Maybe first we should ask what is thinking.
Mind - the gap
Following the definition of the Merriam Webster Dictionary, thinking is ‘the action of using one’s mind to produce thoughts’
. Can this description include all living creatures? According to the same dictionary the answer is a partial yes, since part of the definition of ‘mind’ is ‘The element... in an individual that feels, perceives, thinks, wills, and especially reasons’.
Oh dear, it seems like we can delve deeper and deeper in this rabbit hole of recursive sub definitions like what is ‘to perceive’. Can we consider that 'to feel' is a shared quality for all living creatures (maybe even plants)? Science will demand proofs, but fortunate enough science is not the lead actor in this event.
Sonic Acts locates itself at the intersection of ‘innovative audio-visual and performative art and critical thinking’.
[…] new modes of transdisciplinarity are summoned to engage in thinking with more-than-human agents
In her book Staying with the Trouble
, Donna Haraway states that ‘To think-with is to stay with the natural-cultural multispecies trouble on earth’. But what does it mean?
As far as I see it, a shared experience is a key for interspecies equality. Such experiences can be: having a body, experiencing pain, fear, enjoyment grief and death. This is well described both in the Haraway’s reflection on grief** as in Terike Haapoja's
artworks, which addresses animality and death.
Terike Haapoja presenting a still frame from her video Entropy (2004), an infra-red shooting of a horse's body cooling down after its death.
Although lots of words were used to articulate thoughts during this year’s Academy, there were other ‘Sonic (and visual) Acts’ that presented these ideas. For instance the use of field recordings
('Listening to the Ecocide' by Anja Kanngieser), enchanting yet ominous visuals and audio
('As We Used to Float', by Nadin Samman), mythology-like drawings
('Geostories', by Rania Ghosn) and example of immersive audio visual installation
(in the works of Terike Haapoja Waiting Rooms
and the upcoming Museum of Becoming
What connects these examples is that they were all brought up as part of talks held by artists or in relation to specific art projects. Artists
bring with their practice a different set of tools, they emphasise sensorial experience and adopt the points of view of others, they dive (sometimes literally, as in Nadim Samman’s case and call us to imagine a ‘future worth living’. With the awareness of the untranslatability of some experiences, there is still a growing motivation to re-think and learn from shared experience promoting solidarity. And while theory is concerned with the bigger scheme of things, artists react on and relate to particular cases, as shown this year in the variety of talks, installations and performances.

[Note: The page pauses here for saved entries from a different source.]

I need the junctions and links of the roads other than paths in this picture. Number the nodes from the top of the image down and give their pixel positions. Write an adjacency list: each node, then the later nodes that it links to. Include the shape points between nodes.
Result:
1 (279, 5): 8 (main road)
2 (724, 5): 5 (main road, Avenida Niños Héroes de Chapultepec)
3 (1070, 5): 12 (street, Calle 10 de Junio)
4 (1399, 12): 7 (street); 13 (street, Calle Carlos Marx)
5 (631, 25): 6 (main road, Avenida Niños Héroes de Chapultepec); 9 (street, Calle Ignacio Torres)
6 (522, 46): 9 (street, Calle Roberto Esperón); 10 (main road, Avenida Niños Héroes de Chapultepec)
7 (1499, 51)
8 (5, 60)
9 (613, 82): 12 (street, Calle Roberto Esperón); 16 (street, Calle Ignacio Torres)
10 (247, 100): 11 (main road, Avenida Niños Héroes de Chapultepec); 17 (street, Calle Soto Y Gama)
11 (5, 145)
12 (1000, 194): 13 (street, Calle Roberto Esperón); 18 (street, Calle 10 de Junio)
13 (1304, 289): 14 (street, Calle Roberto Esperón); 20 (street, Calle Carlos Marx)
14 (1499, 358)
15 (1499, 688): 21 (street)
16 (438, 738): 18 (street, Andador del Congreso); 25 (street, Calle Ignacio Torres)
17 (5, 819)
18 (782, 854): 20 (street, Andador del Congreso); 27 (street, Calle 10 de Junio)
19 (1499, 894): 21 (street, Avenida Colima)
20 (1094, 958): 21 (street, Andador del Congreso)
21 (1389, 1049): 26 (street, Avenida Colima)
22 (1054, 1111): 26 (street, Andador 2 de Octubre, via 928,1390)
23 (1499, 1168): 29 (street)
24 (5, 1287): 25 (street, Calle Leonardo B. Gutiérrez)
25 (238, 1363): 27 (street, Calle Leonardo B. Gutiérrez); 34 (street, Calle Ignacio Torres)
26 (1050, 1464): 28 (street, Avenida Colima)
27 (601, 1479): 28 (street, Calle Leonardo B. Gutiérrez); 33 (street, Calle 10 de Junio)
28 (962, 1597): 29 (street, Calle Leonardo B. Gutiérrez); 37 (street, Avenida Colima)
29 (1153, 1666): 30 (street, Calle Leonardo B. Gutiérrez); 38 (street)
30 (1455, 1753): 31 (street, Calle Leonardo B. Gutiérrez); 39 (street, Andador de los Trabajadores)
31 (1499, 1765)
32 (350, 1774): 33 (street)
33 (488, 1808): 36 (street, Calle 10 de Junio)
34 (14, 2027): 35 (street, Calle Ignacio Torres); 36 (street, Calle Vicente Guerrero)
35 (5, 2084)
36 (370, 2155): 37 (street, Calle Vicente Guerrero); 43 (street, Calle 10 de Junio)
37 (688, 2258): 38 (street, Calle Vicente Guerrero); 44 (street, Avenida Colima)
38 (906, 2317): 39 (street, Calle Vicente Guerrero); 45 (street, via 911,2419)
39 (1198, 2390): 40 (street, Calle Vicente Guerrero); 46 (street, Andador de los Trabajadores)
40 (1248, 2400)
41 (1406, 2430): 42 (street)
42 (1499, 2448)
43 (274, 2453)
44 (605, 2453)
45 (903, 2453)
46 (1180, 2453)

Getting back to the conference title – 'Magical thinking' – I felt an inner opposition to the concept of human thinking as a main agency for change. However, after listening to the various talks, and with combination to the artistic projects, I start to think maybe it is on me to ‘unlearn’ thinking as I have been used to see it
– an explicitly articulated textuality of academic, theoretical and scientific disciplines, all descendant from Modernity and the Enlightenment.
In the last decade or so we have witnessed the growth of artistic research and other knowledge creating fields which borrow methods from the arts. The gap between us humans and the rest of the living beings seems to me as a place to linger in – like Haraway suggests, to stay with this trouble. It probably won’t be comfortable, but it might help us more than fearing some untouchable catastrophic dystopian Future.
* Merriam Webster dictionary defines language as – ’the words, their pronunciation, and the methods of combining them used and understood by a community’.
** ‘Grief is a path to understanding entangled shared living and dying; human beings must grieve with…’. From Staying with the Trouble
, Donna J. Haraway, Duke University Press, Durham and London, 2016.